I think this is the right place, but I suspect that everyone is going to be heavily focused on getting the Java EE 8 components over into Eclipse and getting that first EE4J projects passing the Java EE 8 TCKs and then binary compatbile but newly licensed Eclipse Jakarta EE 8.0 passing the TCKs as well.

I guess I'm saying please don't be disheartened if people aren't ready for this discussion just yet.


On 2 March 2018 at 16:05, Sebastian Daschner <mail@xxxxxxxxxxxxxxxxxxxxxx> wrote:
Hi all,

I was chatting with David B. and Ivar at DevNexus about some Jakarta EE
principles and API guidelines that we might agree upon in order to
direct the future of EE where we want it. I thought of things we liked
in Java EE, in a nutshell "what made Java EE great".

I was told that the PMC list is the right place to start. Is there a
place where it made sense to work on something already?
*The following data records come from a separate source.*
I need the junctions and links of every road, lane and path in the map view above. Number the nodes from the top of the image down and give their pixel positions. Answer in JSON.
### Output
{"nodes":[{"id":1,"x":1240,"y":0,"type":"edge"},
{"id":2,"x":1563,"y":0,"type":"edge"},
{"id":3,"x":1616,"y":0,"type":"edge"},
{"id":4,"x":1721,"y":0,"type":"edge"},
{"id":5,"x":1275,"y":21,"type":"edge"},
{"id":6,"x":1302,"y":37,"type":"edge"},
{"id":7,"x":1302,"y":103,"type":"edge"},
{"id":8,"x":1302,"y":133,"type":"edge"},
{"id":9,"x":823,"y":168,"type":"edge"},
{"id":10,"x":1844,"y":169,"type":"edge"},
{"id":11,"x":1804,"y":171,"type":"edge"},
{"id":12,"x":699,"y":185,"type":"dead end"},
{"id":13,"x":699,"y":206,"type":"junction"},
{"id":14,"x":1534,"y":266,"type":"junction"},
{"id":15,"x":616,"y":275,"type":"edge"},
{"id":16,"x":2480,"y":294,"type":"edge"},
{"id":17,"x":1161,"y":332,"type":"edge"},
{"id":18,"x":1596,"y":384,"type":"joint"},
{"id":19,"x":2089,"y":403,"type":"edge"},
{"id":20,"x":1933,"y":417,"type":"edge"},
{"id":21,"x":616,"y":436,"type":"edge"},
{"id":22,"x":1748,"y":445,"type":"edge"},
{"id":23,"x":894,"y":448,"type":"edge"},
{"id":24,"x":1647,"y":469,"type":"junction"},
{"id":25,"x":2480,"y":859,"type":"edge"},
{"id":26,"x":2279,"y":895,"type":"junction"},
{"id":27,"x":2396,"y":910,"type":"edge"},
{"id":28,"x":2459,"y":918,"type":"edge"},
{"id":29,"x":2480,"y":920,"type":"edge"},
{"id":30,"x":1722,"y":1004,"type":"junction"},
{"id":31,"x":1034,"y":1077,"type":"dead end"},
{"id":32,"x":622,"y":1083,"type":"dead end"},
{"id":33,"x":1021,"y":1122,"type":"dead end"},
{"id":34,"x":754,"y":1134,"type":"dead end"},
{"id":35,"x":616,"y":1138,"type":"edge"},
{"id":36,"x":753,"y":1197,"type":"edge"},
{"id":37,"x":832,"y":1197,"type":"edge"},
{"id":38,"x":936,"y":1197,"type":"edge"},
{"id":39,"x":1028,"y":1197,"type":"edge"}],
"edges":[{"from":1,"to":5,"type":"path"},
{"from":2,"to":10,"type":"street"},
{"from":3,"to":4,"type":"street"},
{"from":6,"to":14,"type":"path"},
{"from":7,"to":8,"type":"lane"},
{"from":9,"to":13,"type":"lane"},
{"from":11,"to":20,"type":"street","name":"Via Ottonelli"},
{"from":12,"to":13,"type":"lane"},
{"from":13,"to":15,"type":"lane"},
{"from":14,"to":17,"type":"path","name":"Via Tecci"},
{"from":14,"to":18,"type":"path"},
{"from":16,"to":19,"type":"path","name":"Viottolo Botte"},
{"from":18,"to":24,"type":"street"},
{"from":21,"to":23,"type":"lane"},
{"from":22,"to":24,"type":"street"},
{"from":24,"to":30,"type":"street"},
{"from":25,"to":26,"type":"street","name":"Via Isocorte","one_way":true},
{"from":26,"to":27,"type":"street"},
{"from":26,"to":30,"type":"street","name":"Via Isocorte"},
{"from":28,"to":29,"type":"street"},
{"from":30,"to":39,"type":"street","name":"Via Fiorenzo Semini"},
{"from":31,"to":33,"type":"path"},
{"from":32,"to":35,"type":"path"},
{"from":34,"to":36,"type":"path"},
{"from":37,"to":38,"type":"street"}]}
Maybe GitHub and
a place where people could send their ideas and PRs to.

However, allow me to start with a list that I have brainstormed on my
flight to Moscow:

*Interoperability of specifications*
- honor existing specifications under Jakarta EE, don't reinvent already
existent things, e.g. CDI's dependency injection
- if possible, leverage the power of CDI
- concrete: provide CDI producers and if neccessary typesafe qualifiers
for types that need to be created, example: UriInfo, possible future
example: ClientBuilder
- concrete: require that if runtime supports both specification _A_ and
_B_, _A_ + _B_ have to collaborate with eachother, example: JAX-RS with

*Declarative approach*
- leverage Inversion of control, dependency injection
- good API examples are JAX-RS, JSON-B, or CDI

*Convention over configuration*
- minimize required configuration
- convention should work for the majority of the use cases
out-of-the-box, with zero configuration, example: no XML files required
- flexibility, but convention over configuration, especially for most
used cases
- "make the easy simple and the difficult possible"

*Business logic first ("put first things first")*
- technology can be "removed" easily, just a couple of annotations on
plain business logic Java code
- it's good to "be boring"
- lean integration into your code, don't design for reusability, design
for removal
- don't get in the way of the business logic
- the implementations are required to take as much heavy lifting off the
shoulders of developers as possible, examples: threading, transactions,
IoC, request handling

*Deployment strategies*
- leverage separation of concerns: separating the business logic from
the implementations
- enable thin deployment artifacts: simplification and faster delivery
(incl. builds, publication & deployments), also plays well with
container technologies (COW file systems)
- deployment artifacts ideally only comprise the sole business logic,
runtime implementations and potential third-party libraries are
delivered in a lower "layer"
 examples: application container with added libraries, or Docker
container with lower container layer containing required the dependencies
- make it possible to slim down the runtime, but not a requirement.
focus on business logic and developer productivity first, tuning the
runtimes second

Both of these categories and each lists are hardly exhaustive. Feedback,
changes, criticism of any kind are more than welcome. I'm more than
happy to contribute this to a place in the Jakarta EE universe.